Content starts
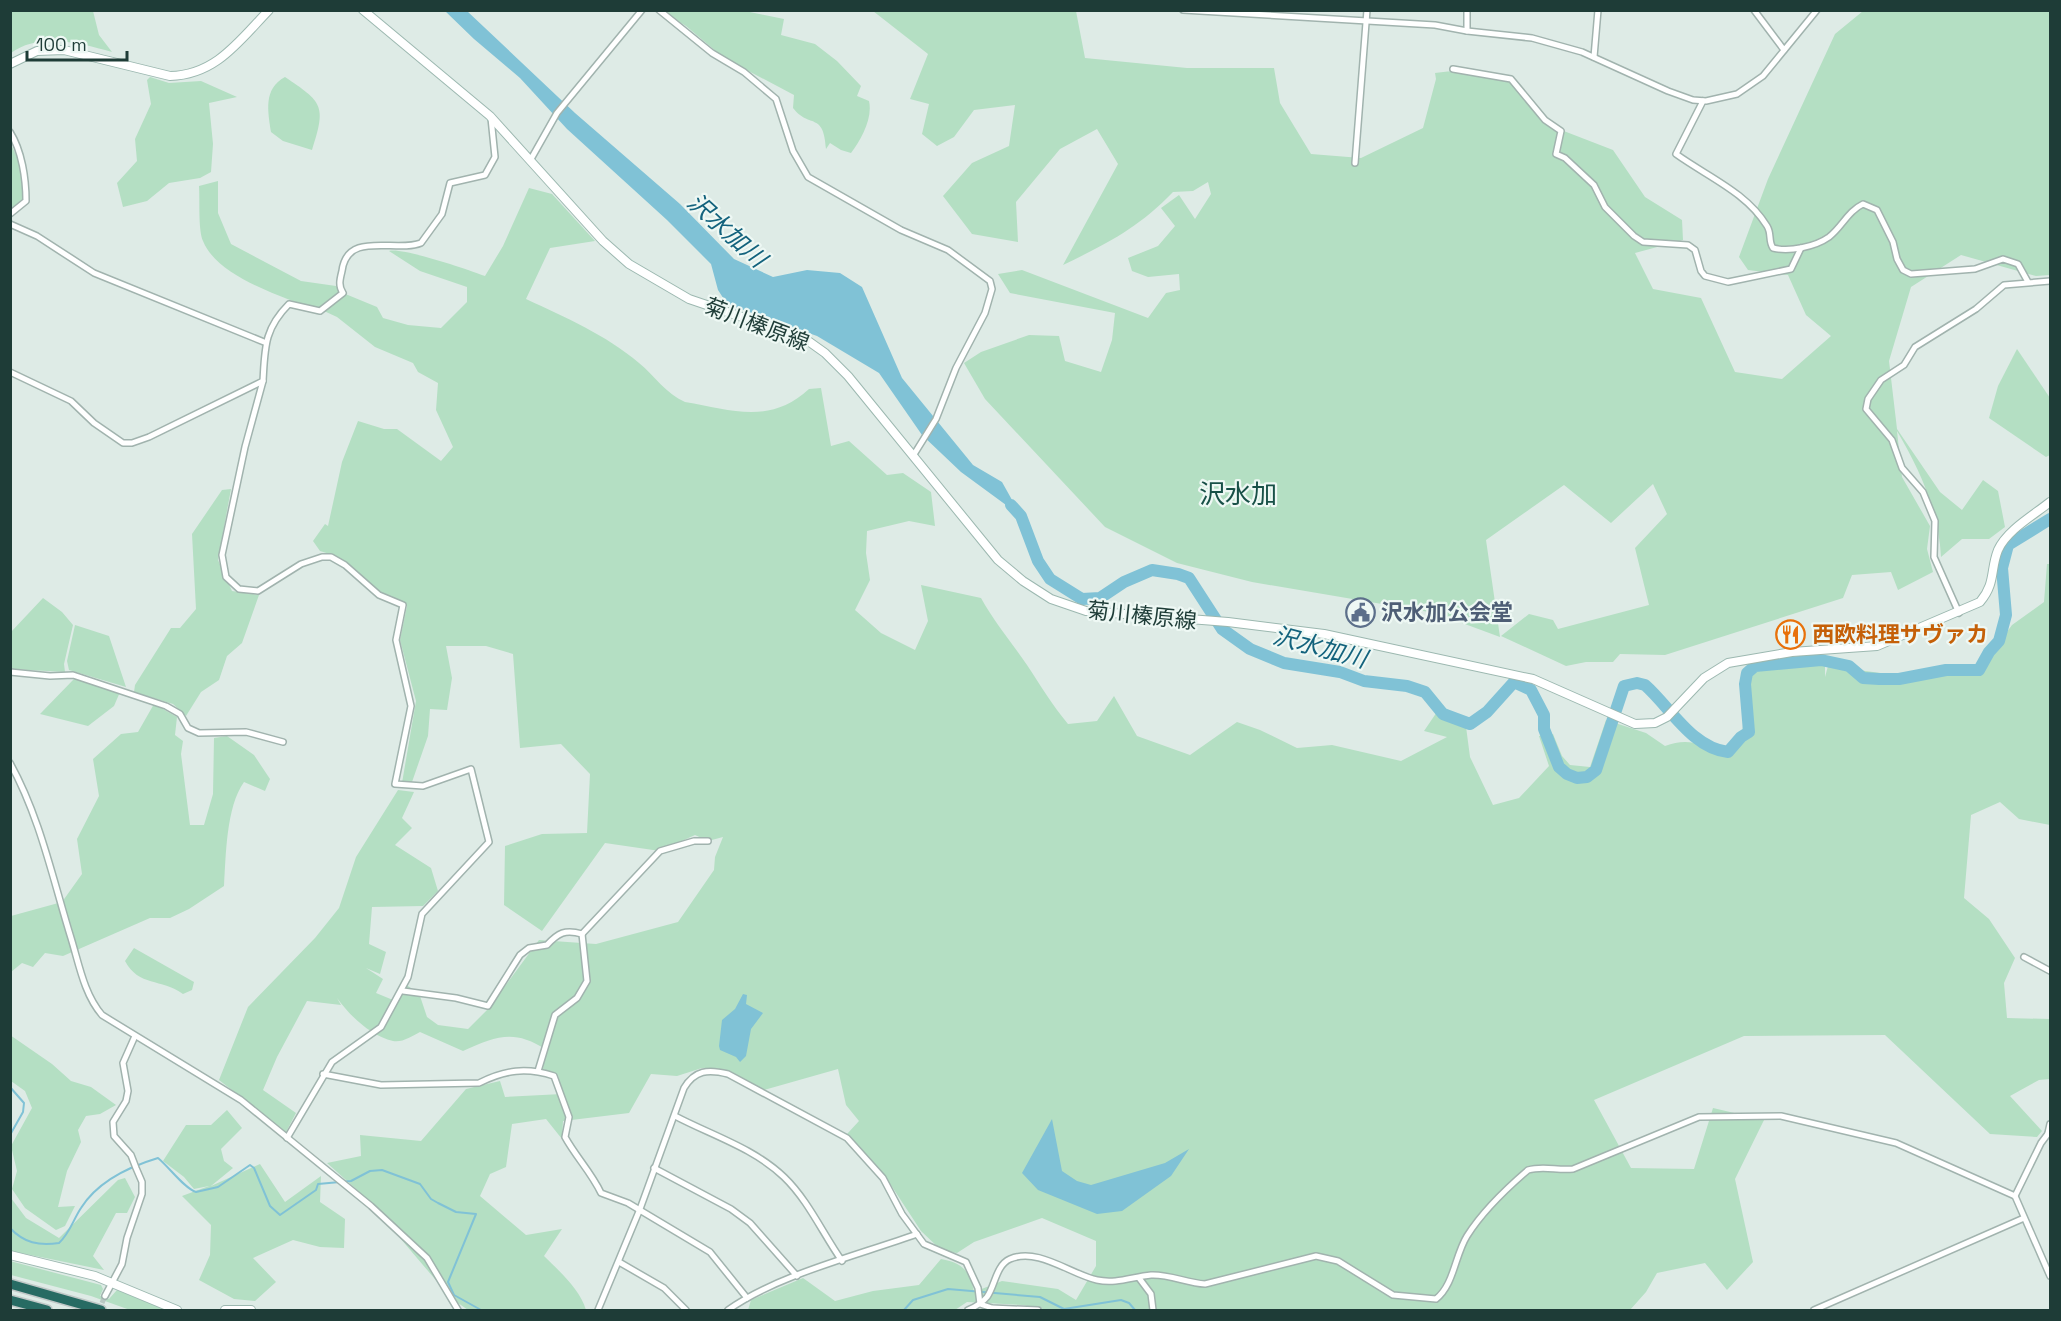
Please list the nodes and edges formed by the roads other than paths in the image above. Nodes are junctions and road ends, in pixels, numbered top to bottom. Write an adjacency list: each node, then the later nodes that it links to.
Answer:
1 (269, 10): 16 (main road)
2 (363, 10): 19 (main road, 菊川榛原線)
3 (642, 10): 21 (street)
4 (659, 10): 31 (street)
5 (1183, 10): 11 (street)
6 (1367, 10): 12 (street)
7 (1467, 10): 13 (street)
8 (1598, 10): 15 (street)
9 (1754, 10): 14 (street)
10 (1816, 10): 14 (street)
11 (1259, 14): 12 (street)
12 (1366, 21): 13 (street); 22 (street)
13 (1467, 31): 15 (street)
14 (1784, 50): 18 (street)
15 (1594, 57): 18 (street)
16 (10, 64)
17 (1453, 69): 25 (street)
18 (1703, 101): 25 (street)
19 (490, 116): 21 (main road, 菊川榛原線); 28 (street)
20 (10, 132): 23 (street)
21 (531, 159): 31 (main road, 菊川榛原線)
22 (1355, 163)
23 (10, 214)
24 (10, 224): 28 (street)
25 (1801, 248): 27 (street)
26 (2050, 281): 27 (street)
27 (2028, 282): 33 (street)
28 (264, 342): 30 (street)
29 (10, 372): 30 (street)
30 (263, 381): 41 (street)
31 (913, 455): 33 (main road, 菊川榛原線)
32 (2050, 502): 33 (main road, 菊川榛原線)
33 (1959, 613)
34 (10, 672): 35 (street)
35 (283, 742)
36 (10, 763): 42 (street)
37 (708, 841): 38 (street)
38 (582, 934): 41 (street); 43 (street)
39 (2024, 957): 40 (street)
40 (2050, 971)
41 (404, 991): 44 (street)
42 (135, 1036): 48 (street); 60 (street)
43 (538, 1071): 44 (street); 51 (street)
44 (323, 1074): 48 (street)
45 (675, 1116): 49 (street); 53 (street); 55 (street)
46 (2050, 1124): 47 (street)
47 (2049, 1132): 50 (street)
48 (287, 1138): 72 (street)
49 (654, 1168): 51 (street); 57 (street)
50 (2015, 1196): 52 (street); 59 (street)
51 (640, 1209): 56 (street); 63 (street)
52 (2024, 1218): 58 (street); 78 (street)
53 (917, 1234): 55 (street); 65 (street)
54 (10, 1255): 60 (main road)
55 (842, 1261): 57 (street)
56 (619, 1262): 66 (street); 73 (street)
57 (797, 1276): 63 (street)
58 (2050, 1276)
59 (1139, 1278): 65 (street); 77 (street)
60 (114, 1282): 62 (street); 69 (main road)
61 (10, 1284): 68 (highway)
62 (105, 1296)
63 (747, 1298): 74 (street)
64 (10, 1300): 67 (highway)
65 (980, 1304): 75 (street); 76 (street)
66 (599, 1310)
67 (47, 1311)
68 (101, 1311)
69 (177, 1311)
70 (225, 1311): 71 (main road)
71 (251, 1311)
72 (458, 1311)
73 (686, 1311)
74 (728, 1311)
75 (968, 1311)
76 (1038, 1311)
77 (1153, 1311)
78 (1814, 1311)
Content ends
All of the entries above should be copied exactly, with the images left out.

● Solution to this exercise:
Please list the nodes and edges formed by the roads other than paths in the image above. Nodes are junctions and road ends, in pixels, numbered top to bottom. Write an adjacency list: each node, then the later nodes that it links to.
Answer:
1 (269, 10): 16 (main road)
2 (363, 10): 19 (main road, 菊川榛原線)
3 (642, 10): 21 (street)
4 (659, 10): 31 (street)
5 (1183, 10): 11 (street)
6 (1367, 10): 12 (street)
7 (1467, 10): 13 (street)
8 (1598, 10): 15 (street)
9 (1754, 10): 14 (street)
10 (1816, 10): 14 (street)
11 (1259, 14): 12 (street)
12 (1366, 21): 13 (street); 22 (street)
13 (1467, 31): 15 (street)
14 (1784, 50): 18 (street)
15 (1594, 57): 18 (street)
16 (10, 64)
17 (1453, 69): 25 (street)
18 (1703, 101): 25 (street)
19 (490, 116): 21 (main road, 菊川榛原線); 28 (street)
20 (10, 132): 23 (street)
21 (531, 159): 31 (main road, 菊川榛原線)
22 (1355, 163)
23 (10, 214)
24 (10, 224): 28 (street)
25 (1801, 248): 27 (street)
26 (2050, 281): 27 (street)
27 (2028, 282): 33 (street)
28 (264, 342): 30 (street)
29 (10, 372): 30 (street)
30 (263, 381): 41 (street)
31 (913, 455): 33 (main road, 菊川榛原線)
32 (2050, 502): 33 (main road, 菊川榛原線)
33 (1959, 613)
34 (10, 672): 35 (street)
35 (283, 742)
36 (10, 763): 42 (street)
37 (708, 841): 38 (street)
38 (582, 934): 41 (street); 43 (street)
39 (2024, 957): 40 (street)
40 (2050, 971)
41 (404, 991): 44 (street)
42 (135, 1036): 48 (street); 60 (street)
43 (538, 1071): 44 (street); 51 (street)
44 (323, 1074): 48 (street)
45 (675, 1116): 49 (street); 53 (street); 55 (street)
46 (2050, 1124): 47 (street)
47 (2049, 1132): 50 (street)
48 (287, 1138): 72 (street)
49 (654, 1168): 51 (street); 57 (street)
50 (2015, 1196): 52 (street); 59 (street)
51 (640, 1209): 56 (street); 63 (street)
52 (2024, 1218): 58 (street); 78 (street)
53 (917, 1234): 55 (street); 65 (street)
54 (10, 1255): 60 (main road)
55 (842, 1261): 57 (street)
56 (619, 1262): 66 (street); 73 (street)
57 (797, 1276): 63 (street)
58 (2050, 1276)
59 (1139, 1278): 65 (street); 77 (street)
60 (114, 1282): 62 (street); 69 (main road)
61 (10, 1284): 68 (highway)
62 (105, 1296)
63 (747, 1298): 74 (street)
64 (10, 1300): 67 (highway)
65 (980, 1304): 75 (street); 76 (street)
66 (599, 1310)
67 (47, 1311)
68 (101, 1311)
69 (177, 1311)
70 (225, 1311): 71 (main road)
71 (251, 1311)
72 (458, 1311)
73 (686, 1311)
74 (728, 1311)
75 (968, 1311)
76 (1038, 1311)
77 (1153, 1311)
78 (1814, 1311)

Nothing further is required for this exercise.